I can forgive so fast in my life, not because I’m so wow spiritual, it’s just because I’ve practiced it so many times. I’m constantly like,

“Wow, I’m kind of upset about that. Let me let that go, because it’s not going to serve my life. Let me let that go because if I don’t I can’t sleep tonight. Let me let that go because if I don’t I feel heavy and angry. Let me let that go because when I’m upset or bitter I don’t have a good vision for my future. Let me let that go, because if I carry it I’m going to walk that into my next relationship with someone I love, adore or care. Let me let that go, because nothing is served by being angry.”

Nothing is served by being bitter. Nothing is served in a relationship by Lording over something over someone else’s head. Nothing ever moves from that. There’s no positive movement that comes in a relationship that has been broken without first forgiveness. It has to happen and it has to happen in a place where it’s not about you. Do it just for your spirit.

Let go of the ego and just forgive somebody, not to approve of them, not to justify, not to rationalize. Like I said, just do it for your own mental and spiritual sanity, health and vibrancy. Just let it go. You need nothing more.

Make a decision today that whatever’s bothering you just let it go. Let that challenge of that relationship for now, just let it go and see how that feels. It will lighten the load and will allow you to soar again. It will give you spirit back. It will allow an openness in the life again that never can happen when you’re tugging at all this baggage on your shoulders that you chose to carry.
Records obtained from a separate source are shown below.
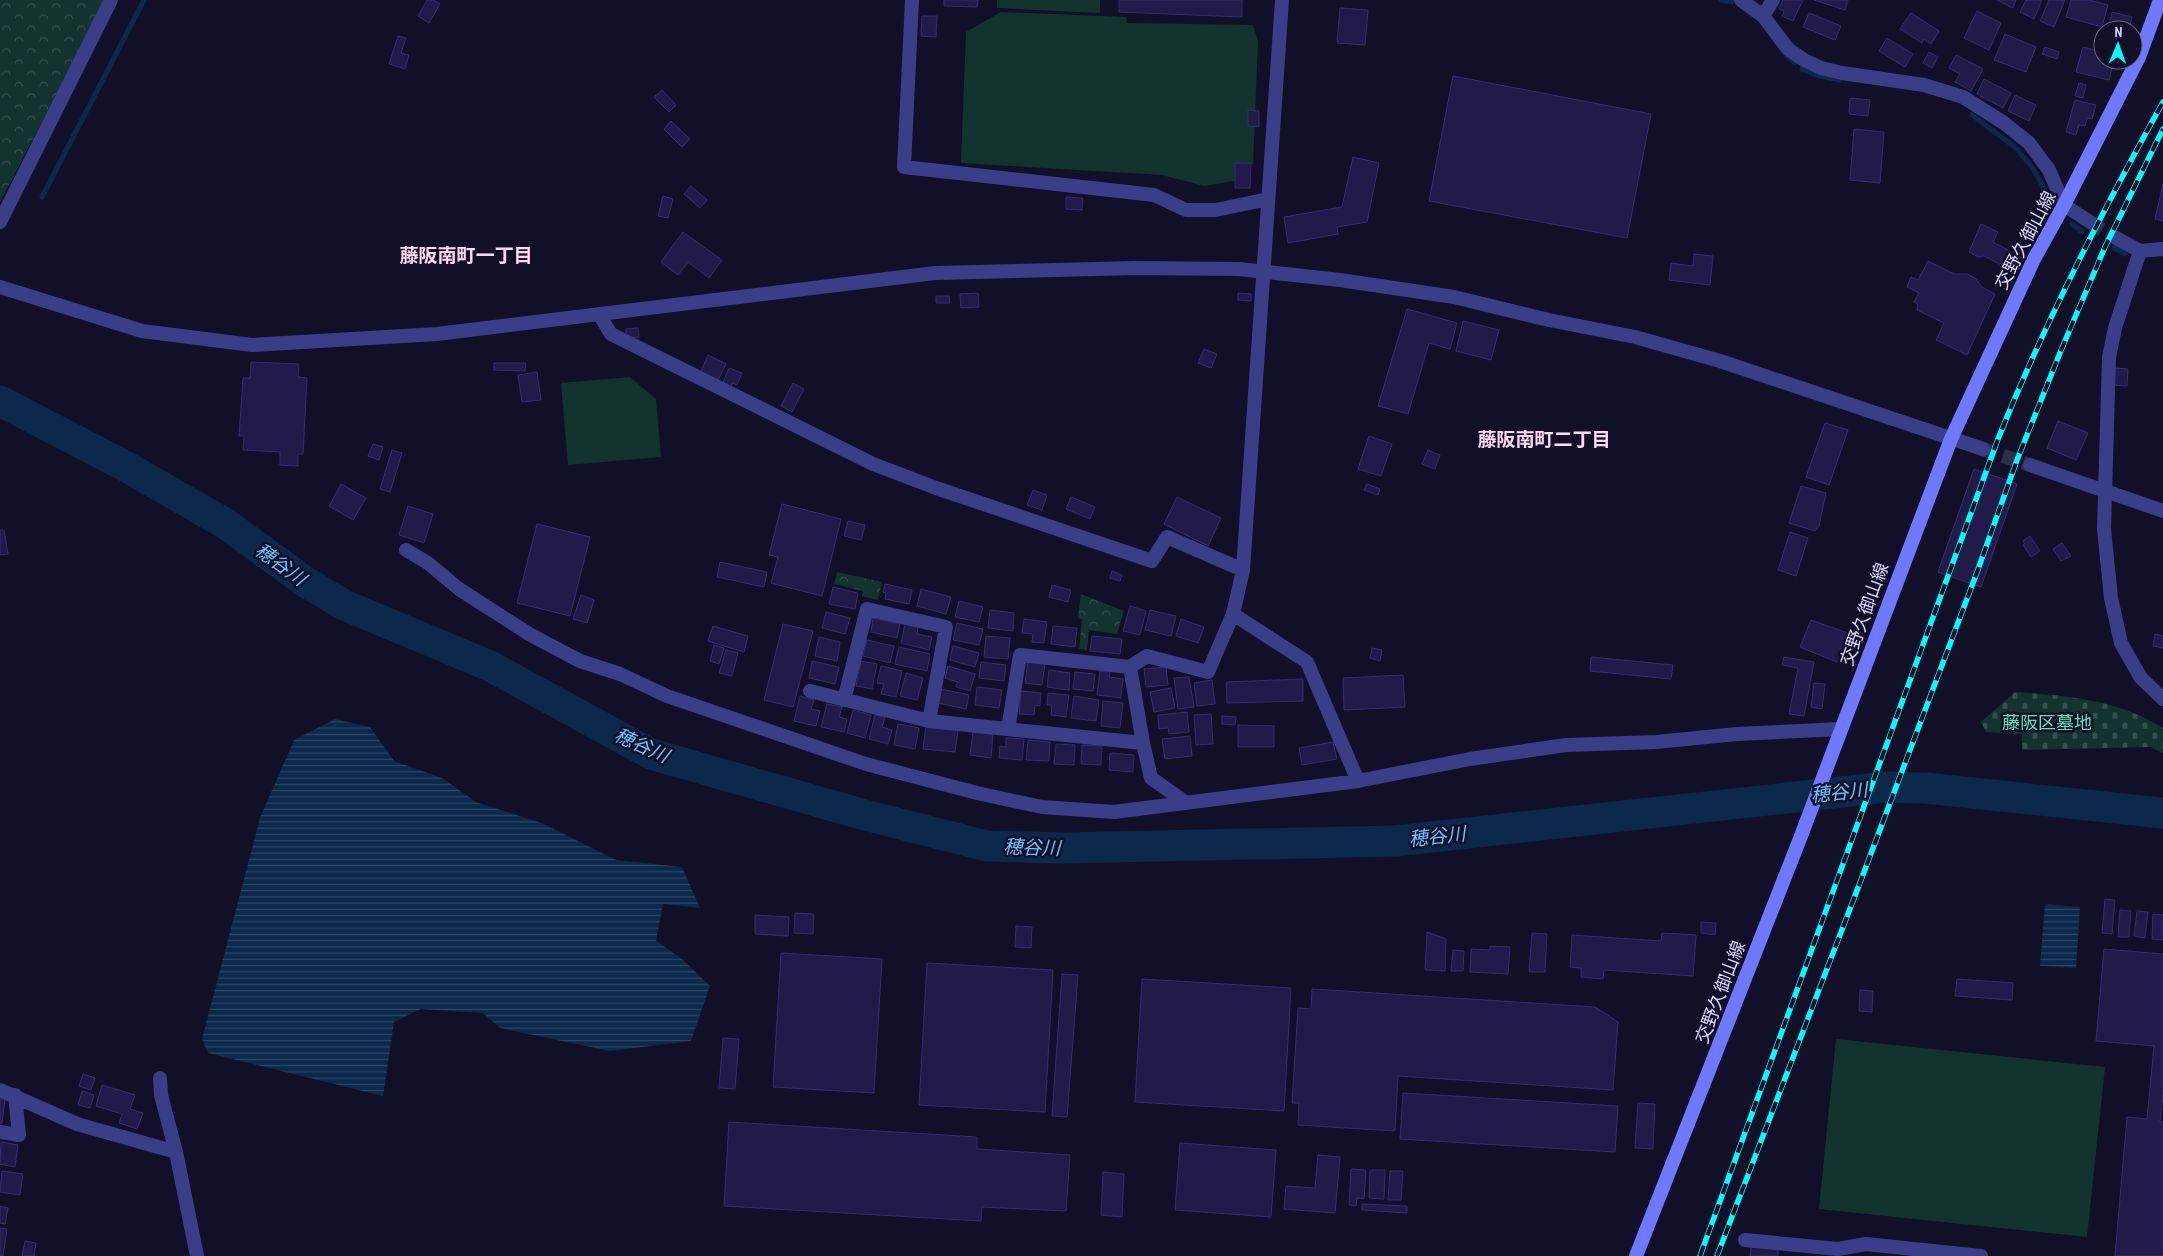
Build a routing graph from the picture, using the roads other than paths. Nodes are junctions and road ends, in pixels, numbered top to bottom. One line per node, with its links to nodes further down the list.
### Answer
1 (111, 0): 10 (street)
2 (912, 0): 8 (street)
3 (1282, 0): 8 (street)
4 (1741, 0): 7 (street)
5 (1773, 0): 7 (street)
6 (2160, 0): 9 (main road, 交野久御山線)
7 (1763, 16): 9 (street)
8 (1268, 199): 15 (street)
9 (2064, 205): 11 (street); 18 (main road, 交野久御山線)
10 (0, 222)
11 (2090, 222)
12 (2116, 238): 14 (street)
13 (2163, 249): 14 (street)
14 (2140, 251): 21 (street)
15 (1262, 271): 17 (street); 18 (street); 24 (street)
16 (0, 286): 17 (street)
17 (599, 314): 24 (street)
18 (1950, 439): 19 (street); 32 (main road, 交野久御山線)
19 (1983, 449)
20 (2030, 465): 21 (street)
21 (2104, 492): 22 (street); 28 (street)
22 (2163, 511)
23 (406, 550): 35 (street)
24 (1243, 570): 25 (street)
25 (1233, 614): 26 (street); 34 (street)
26 (1130, 667): 31 (street); 33 (street)
27 (810, 691): 29 (street)
28 (2163, 699)
29 (844, 700): 30 (street); 30 (street)
30 (929, 721): 31 (street)
31 (1008, 729): 33 (street)
32 (1841, 730): 34 (street); 43 (main road, 交野久御山線)
33 (1142, 743): 35 (street)
34 (1358, 781): 35 (street)
35 (1185, 802)
36 (160, 1078): 40 (street)
37 (0, 1090): 38 (street)
38 (15, 1096): 39 (street); 40 (street)
39 (0, 1132)
40 (176, 1152): 42 (street)
41 (1745, 1240): 44 (street)
42 (197, 1256)
43 (1636, 1256)
44 (1981, 1256)

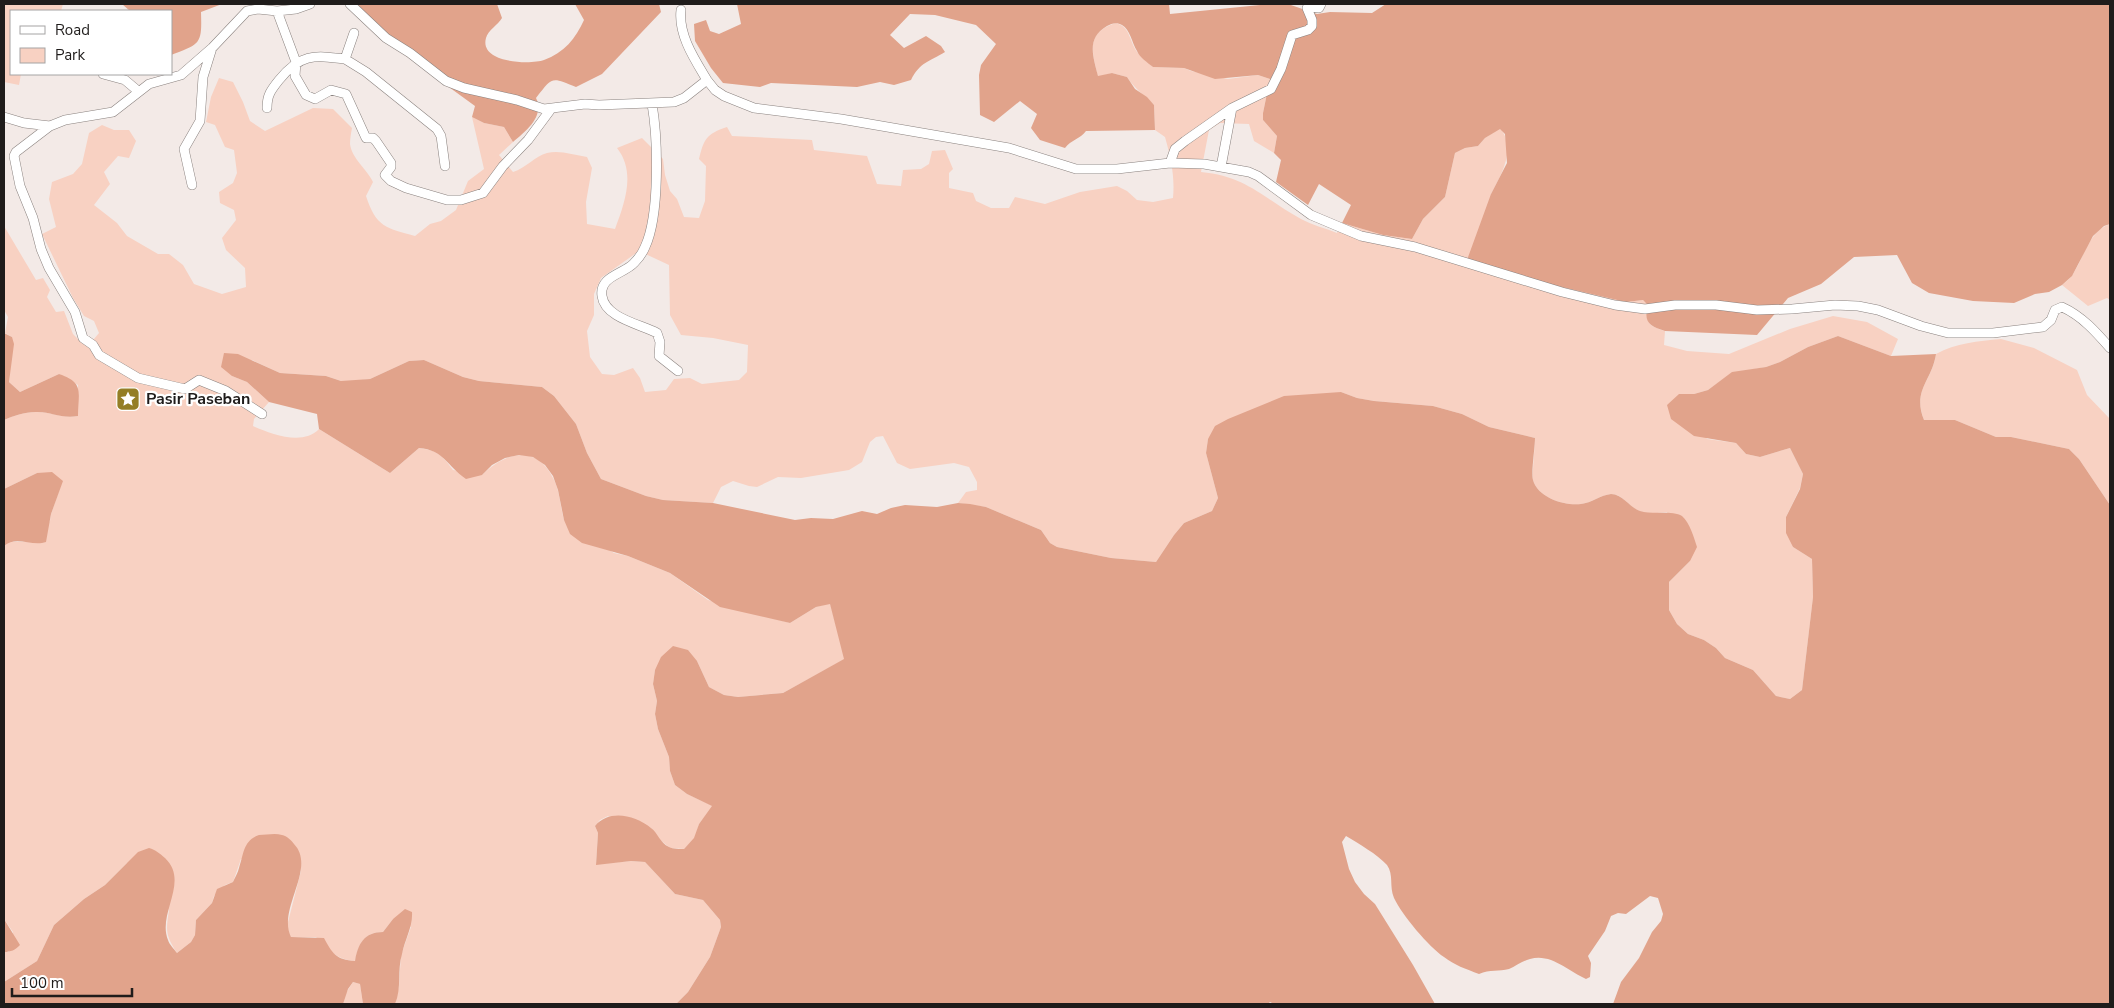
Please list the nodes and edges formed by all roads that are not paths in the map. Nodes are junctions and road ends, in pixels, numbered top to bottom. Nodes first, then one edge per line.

Maybe they threw a piece of baggage at you and you caught it. You caught it and now you’re angry. You simply need to let it go.

I’m not going to carry your stuff anymore. I forgive the situation. I forgive you, only for my own mental sanity. That’s personal power.

That’s how you feel free in life again: From apologizing and allowing forgiveness into your life, you feel free again, and when you feel free again, now life is unbounded. It’s beautiful. The colors return to the sky. The whistle comes back to the work. Any metaphor you need to justify doing this, find it and let it go today.

Apologize when you need to.

Let it go every time, and suddenly you’ll find yourself fully charged.